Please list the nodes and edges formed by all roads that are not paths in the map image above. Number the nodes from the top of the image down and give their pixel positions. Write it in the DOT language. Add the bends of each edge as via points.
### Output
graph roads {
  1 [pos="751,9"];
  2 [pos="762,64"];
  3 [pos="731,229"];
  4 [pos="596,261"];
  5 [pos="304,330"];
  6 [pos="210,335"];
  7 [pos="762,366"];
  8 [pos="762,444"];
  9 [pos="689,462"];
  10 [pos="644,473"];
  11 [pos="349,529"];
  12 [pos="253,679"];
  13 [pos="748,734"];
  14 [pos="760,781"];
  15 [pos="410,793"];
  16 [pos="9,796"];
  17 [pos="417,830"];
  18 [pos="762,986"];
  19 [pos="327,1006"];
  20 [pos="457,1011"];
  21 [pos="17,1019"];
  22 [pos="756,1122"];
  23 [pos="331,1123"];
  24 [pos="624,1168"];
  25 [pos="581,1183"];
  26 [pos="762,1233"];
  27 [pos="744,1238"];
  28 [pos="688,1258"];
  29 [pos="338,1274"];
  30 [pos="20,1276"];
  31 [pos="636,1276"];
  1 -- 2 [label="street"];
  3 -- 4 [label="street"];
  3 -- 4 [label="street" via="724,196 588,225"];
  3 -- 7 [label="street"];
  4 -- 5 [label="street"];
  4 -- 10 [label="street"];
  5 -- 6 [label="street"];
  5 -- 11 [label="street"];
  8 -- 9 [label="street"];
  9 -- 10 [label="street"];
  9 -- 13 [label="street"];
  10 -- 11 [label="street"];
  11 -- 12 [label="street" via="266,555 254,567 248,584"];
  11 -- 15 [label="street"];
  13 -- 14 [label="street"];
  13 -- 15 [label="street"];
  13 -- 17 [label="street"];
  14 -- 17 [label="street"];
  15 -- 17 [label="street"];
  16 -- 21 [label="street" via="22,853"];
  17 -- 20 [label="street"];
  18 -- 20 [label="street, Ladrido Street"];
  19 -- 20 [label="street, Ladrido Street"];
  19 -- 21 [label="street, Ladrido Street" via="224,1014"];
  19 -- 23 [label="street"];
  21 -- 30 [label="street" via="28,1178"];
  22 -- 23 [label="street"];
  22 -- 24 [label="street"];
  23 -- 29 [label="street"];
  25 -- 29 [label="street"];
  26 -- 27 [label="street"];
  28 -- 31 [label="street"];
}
= = =
Set down all of the entries exactly, please.

» **EXERCISE OUTPUT**
Please list the nodes and edges formed by all roads that are not paths in the map image above. Number the nodes from the top of the image down and give their pixel positions. Write it in the DOT language. Add the bends of each edge as via points.
### Output
graph roads {
  1 [pos="751,9"];
  2 [pos="762,64"];
  3 [pos="731,229"];
  4 [pos="596,261"];
  5 [pos="304,330"];
  6 [pos="210,335"];
  7 [pos="762,366"];
  8 [pos="762,444"];
  9 [pos="689,462"];
  10 [pos="644,473"];
  11 [pos="349,529"];
  12 [pos="253,679"];
  13 [pos="748,734"];
  14 [pos="760,781"];
  15 [pos="410,793"];
  16 [pos="9,796"];
  17 [pos="417,830"];
  18 [pos="762,986"];
  19 [pos="327,1006"];
  20 [pos="457,1011"];
  21 [pos="17,1019"];
  22 [pos="756,1122"];
  23 [pos="331,1123"];
  24 [pos="624,1168"];
  25 [pos="581,1183"];
  26 [pos="762,1233"];
  27 [pos="744,1238"];
  28 [pos="688,1258"];
  29 [pos="338,1274"];
  30 [pos="20,1276"];
  31 [pos="636,1276"];
  1 -- 2 [label="street"];
  3 -- 4 [label="street"];
  3 -- 4 [label="street" via="724,196 588,225"];
  3 -- 7 [label="street"];
  4 -- 5 [label="street"];
  4 -- 10 [label="street"];
  5 -- 6 [label="street"];
  5 -- 11 [label="street"];
  8 -- 9 [label="street"];
  9 -- 10 [label="street"];
  9 -- 13 [label="street"];
  10 -- 11 [label="street"];
  11 -- 12 [label="street" via="266,555 254,567 248,584"];
  11 -- 15 [label="street"];
  13 -- 14 [label="street"];
  13 -- 15 [label="street"];
  13 -- 17 [label="street"];
  14 -- 17 [label="street"];
  15 -- 17 [label="street"];
  16 -- 21 [label="street" via="22,853"];
  17 -- 20 [label="street"];
  18 -- 20 [label="street, Ladrido Street"];
  19 -- 20 [label="street, Ladrido Street"];
  19 -- 21 [label="street, Ladrido Street" via="224,1014"];
  19 -- 23 [label="street"];
  21 -- 30 [label="street" via="28,1178"];
  22 -- 23 [label="street"];
  22 -- 24 [label="street"];
  23 -- 29 [label="street"];
  25 -- 29 [label="street"];
  26 -- 27 [label="street"];
  28 -- 31 [label="street"];
}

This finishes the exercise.